PayPal steckt in einer der schwierigsten Phasen seit seinem Börsengang. Eine neue Sammelklage wegen Wertpapierbetrugs, ein überraschender CEO-Wechsel und ein eingebrochenes Kerngeschäft – all das trifft das Unternehmen gleichzeitig. Wie tief sitzt der Schaden?
Der Auslöser: Ein schwarzer Tag im Februar
Am 3. Februar 2026 brach die PayPal-Aktie in einer einzigen Handelssitzung um mehr als 20 Prozent ein. Auslöser war eine Kombination aus enttäuschenden Quartalszahlen und einem überraschenden Führungswechsel.
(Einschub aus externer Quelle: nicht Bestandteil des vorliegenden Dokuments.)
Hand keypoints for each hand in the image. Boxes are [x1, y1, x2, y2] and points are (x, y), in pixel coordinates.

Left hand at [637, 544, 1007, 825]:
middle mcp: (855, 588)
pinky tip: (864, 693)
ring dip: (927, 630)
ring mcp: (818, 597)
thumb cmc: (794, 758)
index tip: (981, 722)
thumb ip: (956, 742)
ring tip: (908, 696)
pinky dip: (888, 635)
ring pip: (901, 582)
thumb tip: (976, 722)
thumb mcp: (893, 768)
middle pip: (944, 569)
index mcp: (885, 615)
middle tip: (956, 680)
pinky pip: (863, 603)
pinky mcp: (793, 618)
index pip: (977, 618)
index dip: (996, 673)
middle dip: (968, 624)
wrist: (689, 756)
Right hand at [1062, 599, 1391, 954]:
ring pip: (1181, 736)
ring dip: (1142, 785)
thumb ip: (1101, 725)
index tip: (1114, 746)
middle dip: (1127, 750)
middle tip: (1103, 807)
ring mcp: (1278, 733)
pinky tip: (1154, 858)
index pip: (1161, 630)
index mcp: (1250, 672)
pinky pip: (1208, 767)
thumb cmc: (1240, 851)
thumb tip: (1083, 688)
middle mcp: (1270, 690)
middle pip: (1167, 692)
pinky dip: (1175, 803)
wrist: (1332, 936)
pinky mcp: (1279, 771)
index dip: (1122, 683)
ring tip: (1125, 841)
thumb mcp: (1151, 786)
Im vierten Quartal 2025 erzielte PayPal einen Umsatz von 8,68 Milliarden Dollar – und verfehlte damit die Analystenerwartungen von 8,80 Milliarden Dollar. Beim bereinigten Gewinn je Aktie sah es ähnlich aus: 1,23 Dollar statt der erwarteten 1,28 Dollar. Besonders alarmierend war die Verlangsamung im Kerngeschäft: Das Wachstum beim markengebundenen Checkout fiel von sechs Prozent im Vorjahr auf gerade noch ein Prozent – belastet durch Schwäche im US-Einzelhandel und internationalen Gegenwind.
Gleichzeitig zog PayPal seine Finanzziele für 2027 zurück, die erst ein Jahr zuvor kommuniziert worden waren. Als Begründung nannte das Unternehmen makroökonomische Faktoren, Wettbewerbsdruck sowie „operative und Umsetzungsprobleme in allen Regionen“.
Neuer Chef, alte Probleme
Das PayPal-Board ersetzte CEO Alex Chriss durch Enrique Lores, den langjährigen Vorstandschef von HP. Die Begründung war ungewöhnlich offen: Das Tempo bei Veränderungen und Umsetzung habe nicht den Erwartungen des Boards entsprochen. Lores soll nun Innovation, KI-Initiativen und operative Disziplin beschleunigen.
Parallel dazu häufen sich die rechtlichen Probleme. Gestern reichte die Kanzlei Robbins Geller Rudman & Dowd eine weitere Sammelklage wegen Wertpapierbetrugs ein. Kläger, die zwischen Februar 2025 und Februar 2026 PayPal-Aktien erworben haben, können sich bis zum 20. April 2026 als Hauptkläger bewerben. Die Klage wirft PayPal und mehreren aktuellen sowie früheren Führungskräften Verstöße gegen den Securities Exchange Act vor. Es ist nicht die einzige aktive Klage: Weitere Verfahren betreffen mutmaßlichen Provisionsbetrug durch den Dienst Honey sowie Vorwürfe wegen Händlergebühren-Regeln.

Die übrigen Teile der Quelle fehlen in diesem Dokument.